Review: The Underlighters by Michelle Browne
This review has been a long time coming. I’ve read The Underlighters over a period of a month because of limited time but each time I came back to it, I was right back into the dystopian world of The Underlighter City. I could smell and feel the claustrophic atmosphere of the endless tunnels. And also the pull of going UP, into the world that is now covered in Darkness and Dust and no longer safe or habitable. Some pockets of civilization have still survived in the world, but contact between them is sparce if established at all. The citizens of Underlighter City are on their own and recreated society as best they could. The reader is drip-fed pieces of world-building that creates the vivid canvas that is Underlighter City. This is where for me the book works magic.
We see the society through the eyes of Janelle Cohen and her diary entries. A young adult woman who works in electronics and is up her ears in relational complications. Her writing style is candid and liberally spiced with swear words that might put off some people. Most of her entries are written in a voice that rings true of the agegroup depicted in the story. Only when the writing turns into dialogue driven story telling, the idea of journal entries seems stretched, but I feel it helps the story overall.

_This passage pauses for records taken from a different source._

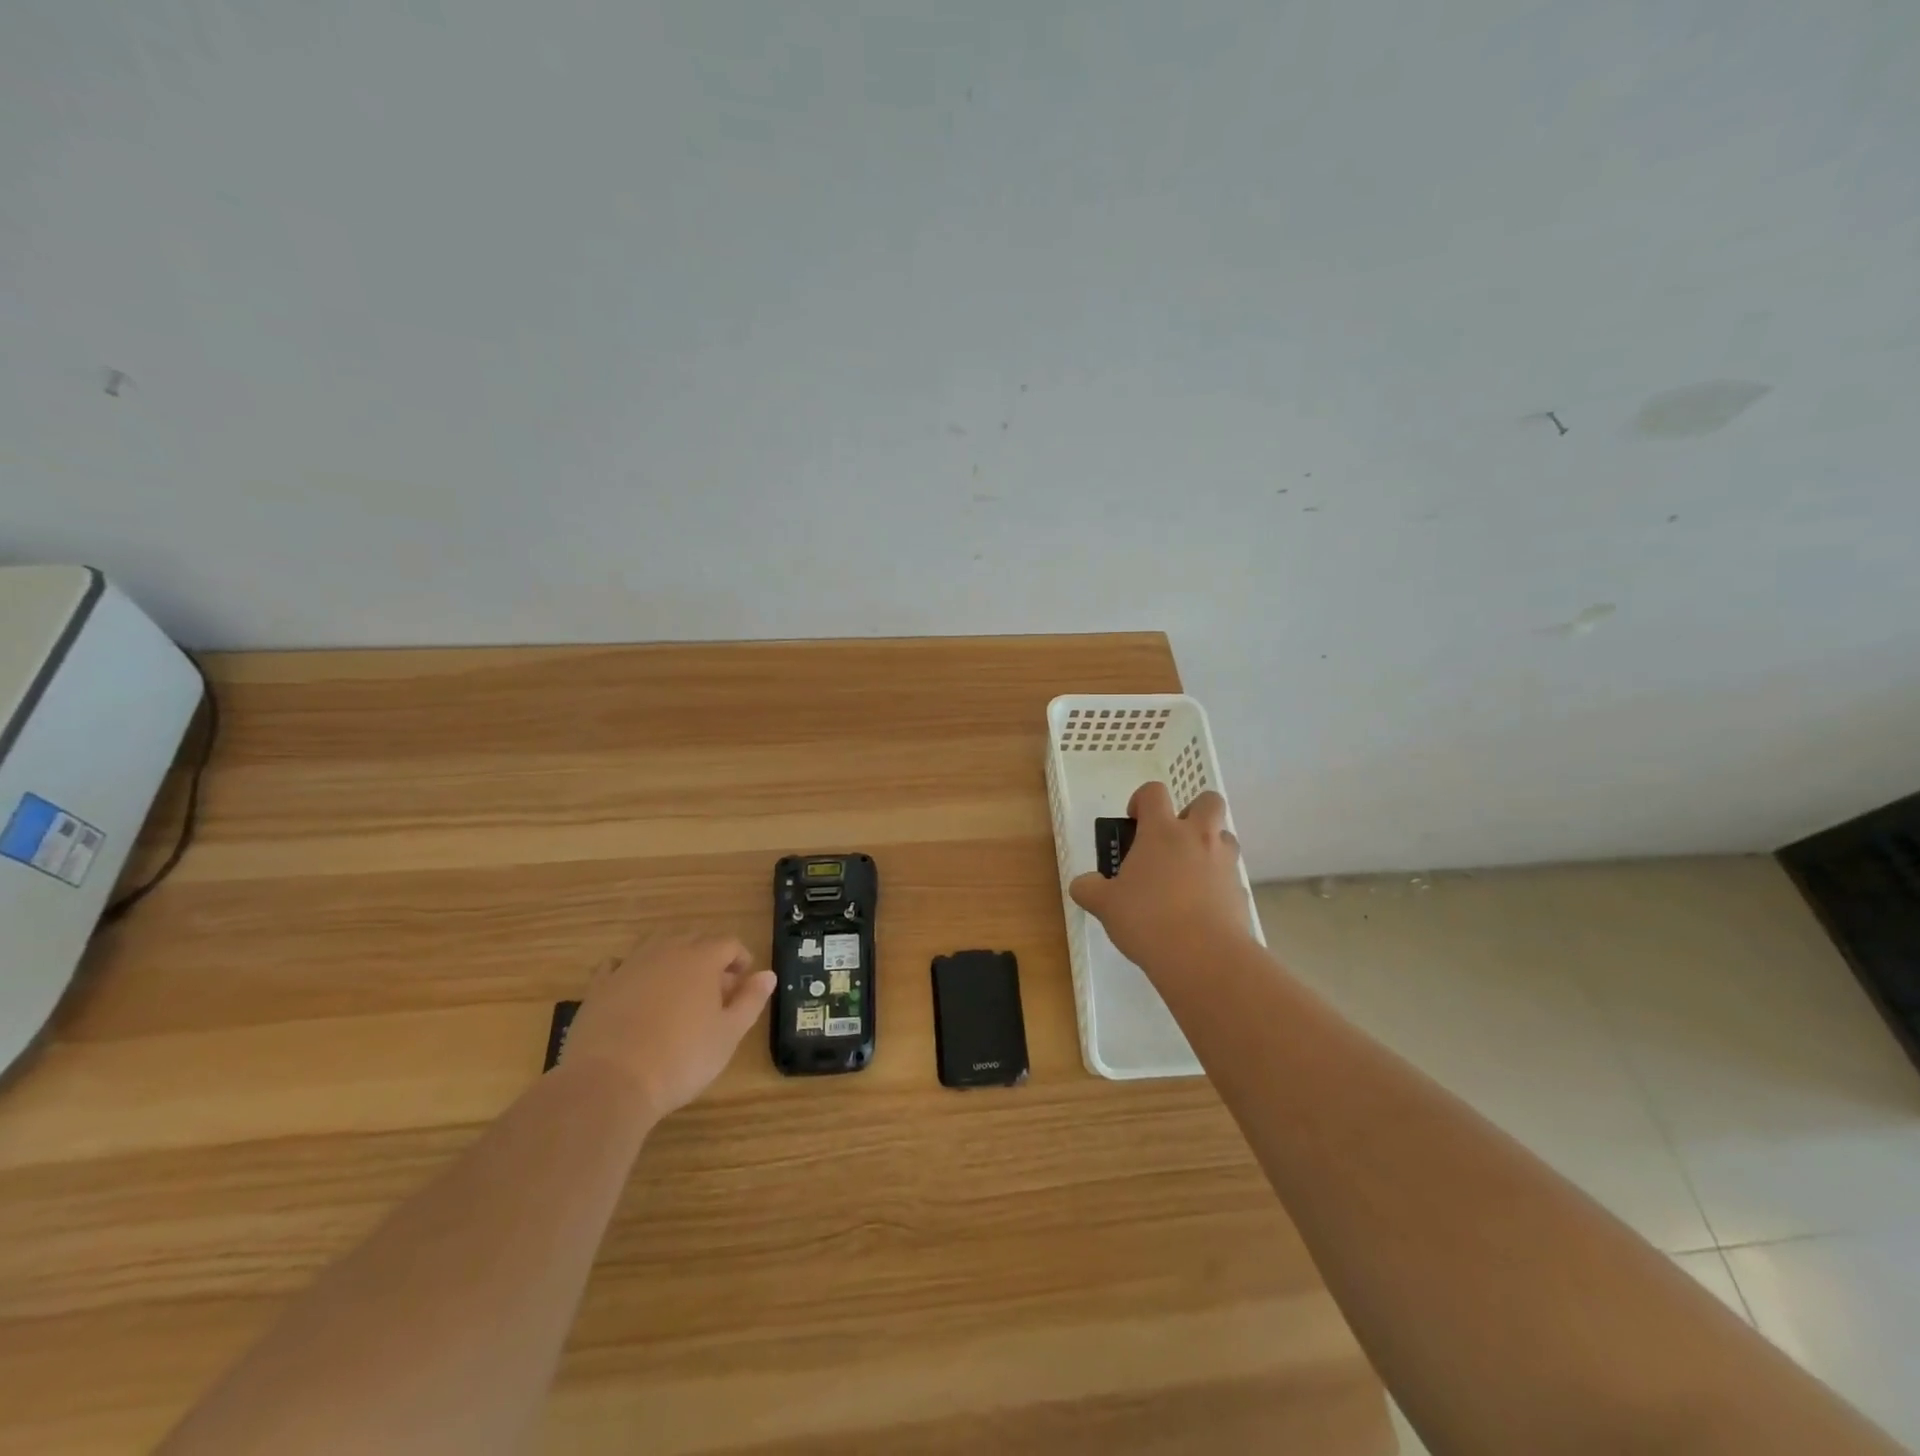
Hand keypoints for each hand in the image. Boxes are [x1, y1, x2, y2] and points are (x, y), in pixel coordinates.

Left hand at [559, 933, 774, 1122]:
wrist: (611, 1083)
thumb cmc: (682, 1058)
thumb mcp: (729, 1034)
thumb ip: (751, 1000)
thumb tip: (767, 974)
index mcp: (702, 959)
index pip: (729, 943)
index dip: (740, 959)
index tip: (743, 982)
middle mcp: (666, 952)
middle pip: (694, 940)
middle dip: (708, 957)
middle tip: (715, 990)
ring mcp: (629, 966)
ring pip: (656, 947)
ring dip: (672, 960)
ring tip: (677, 990)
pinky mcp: (599, 987)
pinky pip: (617, 966)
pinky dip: (630, 972)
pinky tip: (633, 990)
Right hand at [1070, 784, 1254, 973]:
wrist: (1204, 956)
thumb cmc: (1147, 919)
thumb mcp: (1105, 905)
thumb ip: (1090, 889)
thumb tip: (1083, 884)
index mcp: (1162, 832)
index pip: (1154, 792)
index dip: (1142, 800)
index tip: (1135, 822)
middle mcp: (1197, 837)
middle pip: (1208, 801)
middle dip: (1192, 811)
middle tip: (1172, 839)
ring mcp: (1224, 863)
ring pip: (1225, 837)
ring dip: (1209, 846)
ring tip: (1188, 873)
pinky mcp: (1241, 891)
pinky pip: (1230, 875)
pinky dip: (1218, 883)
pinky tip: (1201, 908)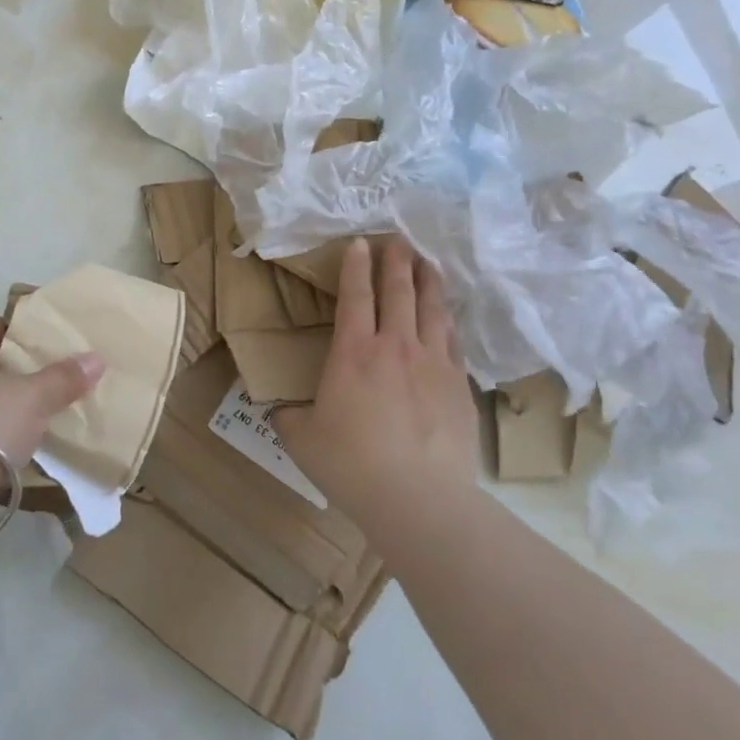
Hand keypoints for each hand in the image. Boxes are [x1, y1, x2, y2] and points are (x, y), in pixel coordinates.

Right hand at [273, 238, 480, 531]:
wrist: (418, 498)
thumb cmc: (351, 464)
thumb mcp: (302, 439)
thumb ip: (289, 417)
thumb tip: (280, 410)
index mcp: (354, 353)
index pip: (356, 296)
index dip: (356, 267)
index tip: (361, 243)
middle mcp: (396, 347)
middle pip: (399, 292)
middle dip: (397, 263)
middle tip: (400, 240)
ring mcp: (433, 365)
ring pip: (433, 311)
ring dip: (429, 283)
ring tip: (429, 264)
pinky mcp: (459, 388)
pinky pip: (454, 343)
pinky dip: (449, 323)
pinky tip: (449, 319)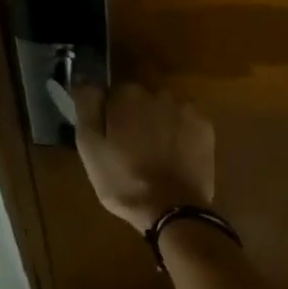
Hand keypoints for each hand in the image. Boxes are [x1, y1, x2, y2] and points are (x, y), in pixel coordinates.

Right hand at [74, 84, 216, 233]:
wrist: (172, 209)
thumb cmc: (123, 180)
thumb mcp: (89, 146)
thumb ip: (87, 106)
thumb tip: (83, 79)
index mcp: (127, 95)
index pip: (113, 94)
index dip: (110, 116)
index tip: (110, 138)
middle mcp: (158, 92)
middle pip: (140, 100)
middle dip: (135, 117)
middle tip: (132, 150)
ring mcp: (185, 109)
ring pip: (164, 110)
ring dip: (158, 124)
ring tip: (155, 155)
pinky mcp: (204, 127)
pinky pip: (185, 123)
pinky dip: (180, 134)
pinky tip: (174, 157)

Janelle is drawn into a mystery that threatens to undermine the fragile society that has been rebuild. Kids go missing and Dust, thought to be contained, creates fabulous, dangerous creatures right in the middle of their tunnels. To add to her burden, poor Janelle is stuck into a relationship with her girlfriend Chloe, who pushes towards marriage while making herself very unpleasant company. The Underlighter City has relaxed views on sexual relationships of different kinds (hetero, homo, bi and multible relationships seem widely accepted in their society). In fact, some are Inbetween, with their own pronoun to go along with it. I liked the idea of a society where sexual prejudice was no longer prevalent but the use of the pronoun and the sometimes shallow way of dealing with sex and relations between the characters distracted from the story.
The protagonist seems ultimately more capable of taking action into her own hands when it comes to the mystery of Dust and the missing kids than in her relationships. Together with some of her friends, she joins the city’s rulers in going after the kids, battling the Dust that threatens to disrupt the fragile society.
This book has certainly wet my appetite for dystopian fantasy, a genre I’ve neglected for far too long.